There was a long pause at the 4th station, where Jesus meets his mother - a long pause so that the statue of Maria Dolorosa, Our Lady of Sorrows, could come up and bow before Jesus (women carry the statue of Mary). She's followed by St. John, carried by men. Then at the 6th station Veronica (women again) comes out to wipe the face of Jesus and, in a little magic trick, reveals his image. They all fall in line - Mary, John, Veronica - as we complete the stations, stopping at each station for a reading, a short interpretation, and prayer.
Finally we all came into the church where Jesus, Mary, John and Veronica took their places in front of a purple curtain that hides the altar (it will be dramatically pulled away during the Easter Vigil tomorrow night):
This procession took about two hours, from 10 to noon, in very hot sun. Water sellers were doing a brisk business - I was glad I'd remembered my water bottle.

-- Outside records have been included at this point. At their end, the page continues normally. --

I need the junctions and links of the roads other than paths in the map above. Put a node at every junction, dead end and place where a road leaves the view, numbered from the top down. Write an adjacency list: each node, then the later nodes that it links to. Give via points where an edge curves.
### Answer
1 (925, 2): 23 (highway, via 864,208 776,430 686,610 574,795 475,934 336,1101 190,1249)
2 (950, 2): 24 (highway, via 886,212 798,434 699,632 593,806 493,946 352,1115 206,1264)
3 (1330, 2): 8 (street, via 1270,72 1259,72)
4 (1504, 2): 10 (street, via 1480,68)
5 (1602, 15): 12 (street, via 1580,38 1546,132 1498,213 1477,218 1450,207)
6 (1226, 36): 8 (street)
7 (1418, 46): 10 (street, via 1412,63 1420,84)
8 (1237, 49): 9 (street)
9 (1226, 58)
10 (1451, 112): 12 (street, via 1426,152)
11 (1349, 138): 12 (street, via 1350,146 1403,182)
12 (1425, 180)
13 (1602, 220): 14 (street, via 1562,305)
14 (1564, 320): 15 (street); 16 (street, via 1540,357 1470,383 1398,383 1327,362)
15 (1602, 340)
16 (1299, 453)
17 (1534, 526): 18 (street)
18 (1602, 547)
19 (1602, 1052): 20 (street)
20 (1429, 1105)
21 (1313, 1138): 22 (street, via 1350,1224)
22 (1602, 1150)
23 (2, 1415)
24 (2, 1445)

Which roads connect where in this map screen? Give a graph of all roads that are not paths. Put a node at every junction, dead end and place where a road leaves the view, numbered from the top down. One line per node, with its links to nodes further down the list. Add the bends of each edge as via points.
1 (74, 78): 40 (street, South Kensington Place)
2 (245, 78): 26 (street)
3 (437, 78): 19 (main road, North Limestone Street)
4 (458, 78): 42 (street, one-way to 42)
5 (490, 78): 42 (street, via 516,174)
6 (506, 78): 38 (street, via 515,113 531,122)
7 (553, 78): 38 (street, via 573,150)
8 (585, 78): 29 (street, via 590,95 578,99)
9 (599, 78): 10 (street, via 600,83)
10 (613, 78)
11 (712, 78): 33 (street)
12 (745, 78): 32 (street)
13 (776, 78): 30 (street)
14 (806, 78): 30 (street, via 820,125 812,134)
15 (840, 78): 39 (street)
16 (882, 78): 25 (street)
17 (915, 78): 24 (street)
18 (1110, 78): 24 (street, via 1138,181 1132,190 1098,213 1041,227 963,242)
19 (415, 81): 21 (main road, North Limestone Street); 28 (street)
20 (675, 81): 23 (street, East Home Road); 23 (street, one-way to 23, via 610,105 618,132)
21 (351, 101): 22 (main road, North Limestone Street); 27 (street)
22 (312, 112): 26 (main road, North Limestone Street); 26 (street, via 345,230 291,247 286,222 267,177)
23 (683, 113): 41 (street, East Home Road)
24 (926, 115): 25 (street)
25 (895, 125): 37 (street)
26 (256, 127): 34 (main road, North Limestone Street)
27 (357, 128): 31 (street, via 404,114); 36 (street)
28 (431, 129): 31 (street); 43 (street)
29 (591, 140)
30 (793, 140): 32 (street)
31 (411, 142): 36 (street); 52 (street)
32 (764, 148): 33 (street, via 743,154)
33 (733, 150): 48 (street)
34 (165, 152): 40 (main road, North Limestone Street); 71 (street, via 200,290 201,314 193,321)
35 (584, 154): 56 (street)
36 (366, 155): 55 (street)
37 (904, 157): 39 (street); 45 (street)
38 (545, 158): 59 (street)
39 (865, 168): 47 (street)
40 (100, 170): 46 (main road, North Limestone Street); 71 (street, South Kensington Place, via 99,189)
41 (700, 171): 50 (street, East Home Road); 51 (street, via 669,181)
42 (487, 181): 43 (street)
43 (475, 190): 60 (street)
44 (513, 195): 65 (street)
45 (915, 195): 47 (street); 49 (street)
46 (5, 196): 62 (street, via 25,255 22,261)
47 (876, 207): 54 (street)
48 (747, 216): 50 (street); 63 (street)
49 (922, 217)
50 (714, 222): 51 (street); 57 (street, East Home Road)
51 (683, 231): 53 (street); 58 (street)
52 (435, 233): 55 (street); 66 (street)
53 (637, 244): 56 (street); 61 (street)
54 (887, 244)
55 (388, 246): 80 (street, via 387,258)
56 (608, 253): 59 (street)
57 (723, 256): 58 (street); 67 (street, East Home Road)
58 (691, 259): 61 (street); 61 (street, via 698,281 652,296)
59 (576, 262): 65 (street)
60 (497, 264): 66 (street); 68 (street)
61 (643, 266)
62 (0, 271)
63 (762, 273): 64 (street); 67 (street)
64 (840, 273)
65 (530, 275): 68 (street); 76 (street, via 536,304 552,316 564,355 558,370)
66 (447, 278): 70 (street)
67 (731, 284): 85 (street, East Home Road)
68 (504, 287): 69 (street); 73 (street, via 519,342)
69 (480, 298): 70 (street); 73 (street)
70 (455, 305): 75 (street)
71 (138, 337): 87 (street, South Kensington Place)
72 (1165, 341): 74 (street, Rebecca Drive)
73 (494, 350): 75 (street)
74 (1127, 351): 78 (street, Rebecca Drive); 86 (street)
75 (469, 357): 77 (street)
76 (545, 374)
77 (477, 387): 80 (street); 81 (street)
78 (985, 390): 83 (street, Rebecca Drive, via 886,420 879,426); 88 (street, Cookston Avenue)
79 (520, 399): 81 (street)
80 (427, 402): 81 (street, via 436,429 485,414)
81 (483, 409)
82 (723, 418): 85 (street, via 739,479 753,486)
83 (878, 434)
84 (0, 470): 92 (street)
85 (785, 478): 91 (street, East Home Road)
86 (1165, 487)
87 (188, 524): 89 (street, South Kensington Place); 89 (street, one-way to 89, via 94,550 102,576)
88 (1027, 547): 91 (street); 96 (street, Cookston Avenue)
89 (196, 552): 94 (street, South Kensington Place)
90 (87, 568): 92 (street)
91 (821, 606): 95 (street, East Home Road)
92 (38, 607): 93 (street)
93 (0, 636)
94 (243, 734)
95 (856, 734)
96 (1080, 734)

Then after a moving Celebration of the Passion and Veneration of the Cross - and a quick supper - I returned for the Santo Entierro. I've never gone on this procession before, but this was the year for walking. This time the men - I hope it was a new group, but I'm not sure - were carrying a heavy wooden coffin topped by a glass case holding Jesus, dead. For quite a while, hearing a motor noise, I assumed there was a truck of some kind doing the carrying, but when I drew closer I discovered that this was a rolling generator following along behind so the coffin - and Mary following behind - could be brilliantly lit. We walked from the church, over several alfombras (carpets) of bark and colored salts that had been created in the afternoon to be walked over by the procession:
It turned out to be a long walk - from the church, over several alfombras, then down along the road that leads to the hospital and the graveyard (we paused and prayed at both places) and back up the hill into Suchi's El Centro, and back into the church, where Jesus came to rest. As we were getting close to the church, I began to worry about the men carrying Jesus, who looked almost spent - but they made it. Then the coffin was placed on a rolling base and slowly steered down the aisle. It was almost too big to fit, and at one point there was an ominous crunch, some quick consultations, and a bit of redirection accompanied, of course, by "dé le!" - the ubiquitous Salvadoran male language for directing cars, trucks, or stuck floats.
The procession was probably about 3 miles in total, a good walk and a slow walk, which is good for me! As I walked, I thought how much I will miss these processions next year when I'm back in the U.S. Politely sitting in church - much as I love creative liturgies in the U.S. - doesn't have the same body power as walking in noonday heat and evening darkness with your friends and neighbors, following Jesus.